YOUR GOAL >>
Draw out every line with the word "コーポラス木戸" from the listing below.

---------- DATA EXTRACTS ----------

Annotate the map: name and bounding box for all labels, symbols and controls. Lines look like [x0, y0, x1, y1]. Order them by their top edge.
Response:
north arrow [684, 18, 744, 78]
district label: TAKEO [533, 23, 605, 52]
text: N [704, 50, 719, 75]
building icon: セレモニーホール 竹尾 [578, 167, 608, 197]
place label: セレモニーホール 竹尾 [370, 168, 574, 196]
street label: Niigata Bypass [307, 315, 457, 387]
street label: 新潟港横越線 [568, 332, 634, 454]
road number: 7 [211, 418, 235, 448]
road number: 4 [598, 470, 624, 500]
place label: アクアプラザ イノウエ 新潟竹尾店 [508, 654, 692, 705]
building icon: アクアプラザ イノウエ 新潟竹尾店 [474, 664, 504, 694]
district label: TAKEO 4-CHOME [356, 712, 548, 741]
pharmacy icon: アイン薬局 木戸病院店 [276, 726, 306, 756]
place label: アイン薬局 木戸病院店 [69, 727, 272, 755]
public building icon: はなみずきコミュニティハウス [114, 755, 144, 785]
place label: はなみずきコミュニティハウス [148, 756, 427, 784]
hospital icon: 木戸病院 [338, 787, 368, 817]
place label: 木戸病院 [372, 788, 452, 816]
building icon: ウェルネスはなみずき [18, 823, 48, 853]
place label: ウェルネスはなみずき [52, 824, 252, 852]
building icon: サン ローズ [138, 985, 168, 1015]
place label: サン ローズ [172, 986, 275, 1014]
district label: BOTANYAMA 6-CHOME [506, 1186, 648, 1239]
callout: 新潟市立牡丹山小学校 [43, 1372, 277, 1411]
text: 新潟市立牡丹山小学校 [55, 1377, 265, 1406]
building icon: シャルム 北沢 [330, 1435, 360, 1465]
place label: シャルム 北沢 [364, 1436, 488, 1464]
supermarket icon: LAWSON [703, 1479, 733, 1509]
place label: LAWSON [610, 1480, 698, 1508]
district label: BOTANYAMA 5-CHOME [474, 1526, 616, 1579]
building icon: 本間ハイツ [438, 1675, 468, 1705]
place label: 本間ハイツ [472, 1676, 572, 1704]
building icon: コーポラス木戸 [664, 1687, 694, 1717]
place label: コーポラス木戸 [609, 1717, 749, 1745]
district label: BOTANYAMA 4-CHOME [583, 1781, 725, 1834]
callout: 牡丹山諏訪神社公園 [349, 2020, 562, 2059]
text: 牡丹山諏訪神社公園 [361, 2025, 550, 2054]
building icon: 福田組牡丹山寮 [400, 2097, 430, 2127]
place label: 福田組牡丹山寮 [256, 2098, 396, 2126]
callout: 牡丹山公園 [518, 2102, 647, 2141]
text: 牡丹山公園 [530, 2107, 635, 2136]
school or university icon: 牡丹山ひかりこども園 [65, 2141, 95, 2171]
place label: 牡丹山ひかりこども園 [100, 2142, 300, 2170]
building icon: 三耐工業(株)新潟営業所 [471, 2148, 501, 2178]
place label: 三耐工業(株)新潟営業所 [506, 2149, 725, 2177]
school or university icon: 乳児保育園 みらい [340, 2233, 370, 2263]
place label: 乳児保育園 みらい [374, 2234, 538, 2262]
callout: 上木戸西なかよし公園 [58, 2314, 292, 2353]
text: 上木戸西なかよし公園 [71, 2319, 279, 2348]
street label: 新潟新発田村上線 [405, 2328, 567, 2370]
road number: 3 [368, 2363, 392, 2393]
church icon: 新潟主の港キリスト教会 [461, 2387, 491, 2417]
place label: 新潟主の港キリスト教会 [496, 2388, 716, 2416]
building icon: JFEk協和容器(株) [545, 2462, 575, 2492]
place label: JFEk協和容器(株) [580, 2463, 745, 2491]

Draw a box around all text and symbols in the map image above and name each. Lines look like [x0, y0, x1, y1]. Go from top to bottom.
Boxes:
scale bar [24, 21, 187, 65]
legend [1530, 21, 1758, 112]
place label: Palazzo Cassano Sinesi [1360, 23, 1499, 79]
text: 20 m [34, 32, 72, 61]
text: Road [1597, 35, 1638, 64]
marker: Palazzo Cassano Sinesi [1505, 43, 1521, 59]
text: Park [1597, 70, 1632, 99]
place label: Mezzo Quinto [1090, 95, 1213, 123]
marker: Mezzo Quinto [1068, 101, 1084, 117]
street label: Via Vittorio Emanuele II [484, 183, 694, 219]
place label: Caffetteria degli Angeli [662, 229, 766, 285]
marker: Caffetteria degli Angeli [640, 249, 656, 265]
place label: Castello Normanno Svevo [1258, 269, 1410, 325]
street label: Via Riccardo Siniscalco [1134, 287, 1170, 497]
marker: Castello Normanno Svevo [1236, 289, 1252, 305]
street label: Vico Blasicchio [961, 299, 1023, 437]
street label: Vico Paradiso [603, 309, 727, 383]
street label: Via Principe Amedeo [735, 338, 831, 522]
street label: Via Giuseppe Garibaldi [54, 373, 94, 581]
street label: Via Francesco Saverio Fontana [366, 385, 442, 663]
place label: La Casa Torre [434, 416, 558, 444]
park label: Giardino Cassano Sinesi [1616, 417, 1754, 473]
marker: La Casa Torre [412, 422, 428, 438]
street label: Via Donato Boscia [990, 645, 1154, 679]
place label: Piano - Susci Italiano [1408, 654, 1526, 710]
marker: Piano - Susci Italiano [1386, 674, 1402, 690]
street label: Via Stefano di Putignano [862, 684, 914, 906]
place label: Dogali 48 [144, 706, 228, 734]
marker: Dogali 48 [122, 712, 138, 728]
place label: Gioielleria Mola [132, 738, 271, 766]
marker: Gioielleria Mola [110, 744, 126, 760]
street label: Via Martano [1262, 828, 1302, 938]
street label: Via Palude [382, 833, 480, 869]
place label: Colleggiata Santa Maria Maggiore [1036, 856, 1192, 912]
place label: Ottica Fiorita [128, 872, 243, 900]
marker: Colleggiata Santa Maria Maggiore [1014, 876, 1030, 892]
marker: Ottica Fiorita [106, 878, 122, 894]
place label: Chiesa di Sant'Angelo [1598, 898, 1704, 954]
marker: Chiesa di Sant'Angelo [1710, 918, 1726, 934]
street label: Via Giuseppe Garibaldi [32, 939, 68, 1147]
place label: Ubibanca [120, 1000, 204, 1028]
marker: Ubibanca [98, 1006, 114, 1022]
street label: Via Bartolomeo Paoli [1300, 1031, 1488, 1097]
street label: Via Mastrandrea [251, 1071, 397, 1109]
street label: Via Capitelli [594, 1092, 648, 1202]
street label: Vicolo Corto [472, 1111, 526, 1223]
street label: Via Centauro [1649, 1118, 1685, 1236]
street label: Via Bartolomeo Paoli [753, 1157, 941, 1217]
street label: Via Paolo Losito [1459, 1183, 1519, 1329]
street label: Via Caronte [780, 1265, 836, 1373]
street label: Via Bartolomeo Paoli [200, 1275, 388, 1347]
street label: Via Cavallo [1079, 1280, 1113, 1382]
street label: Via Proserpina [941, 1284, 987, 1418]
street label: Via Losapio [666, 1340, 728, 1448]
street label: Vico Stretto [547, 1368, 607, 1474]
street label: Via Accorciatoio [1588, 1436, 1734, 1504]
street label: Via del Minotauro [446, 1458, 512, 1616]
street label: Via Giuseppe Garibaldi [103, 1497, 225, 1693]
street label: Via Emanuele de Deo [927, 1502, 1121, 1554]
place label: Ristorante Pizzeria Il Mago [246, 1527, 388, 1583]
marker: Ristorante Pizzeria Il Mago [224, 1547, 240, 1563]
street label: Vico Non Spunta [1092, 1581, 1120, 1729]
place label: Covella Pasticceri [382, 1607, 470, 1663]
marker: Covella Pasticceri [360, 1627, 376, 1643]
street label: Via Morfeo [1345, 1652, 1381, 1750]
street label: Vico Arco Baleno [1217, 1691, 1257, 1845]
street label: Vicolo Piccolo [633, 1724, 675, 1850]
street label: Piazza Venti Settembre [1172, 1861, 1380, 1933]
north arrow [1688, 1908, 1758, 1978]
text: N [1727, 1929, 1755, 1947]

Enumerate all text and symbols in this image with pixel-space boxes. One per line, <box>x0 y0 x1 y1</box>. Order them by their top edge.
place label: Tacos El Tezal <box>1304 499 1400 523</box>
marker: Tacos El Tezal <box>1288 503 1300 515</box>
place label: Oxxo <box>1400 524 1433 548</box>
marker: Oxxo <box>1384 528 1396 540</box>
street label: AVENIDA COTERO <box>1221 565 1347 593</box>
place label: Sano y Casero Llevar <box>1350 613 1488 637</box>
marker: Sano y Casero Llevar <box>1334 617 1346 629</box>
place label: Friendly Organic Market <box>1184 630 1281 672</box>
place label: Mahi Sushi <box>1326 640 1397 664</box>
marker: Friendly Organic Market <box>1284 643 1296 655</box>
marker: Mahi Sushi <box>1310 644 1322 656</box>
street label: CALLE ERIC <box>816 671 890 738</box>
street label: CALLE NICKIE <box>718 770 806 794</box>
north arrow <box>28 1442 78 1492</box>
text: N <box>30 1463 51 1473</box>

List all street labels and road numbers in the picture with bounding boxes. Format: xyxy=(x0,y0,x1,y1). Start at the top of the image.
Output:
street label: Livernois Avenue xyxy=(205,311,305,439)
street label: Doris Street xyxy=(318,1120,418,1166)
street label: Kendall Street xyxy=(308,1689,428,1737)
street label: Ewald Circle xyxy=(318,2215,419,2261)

----------

EXERCISE OUTPUT >>
building icon: コーポラス木戸 [664, 1687, 694, 1717]
place label: コーポラス木戸 [609, 1717, 749, 1745]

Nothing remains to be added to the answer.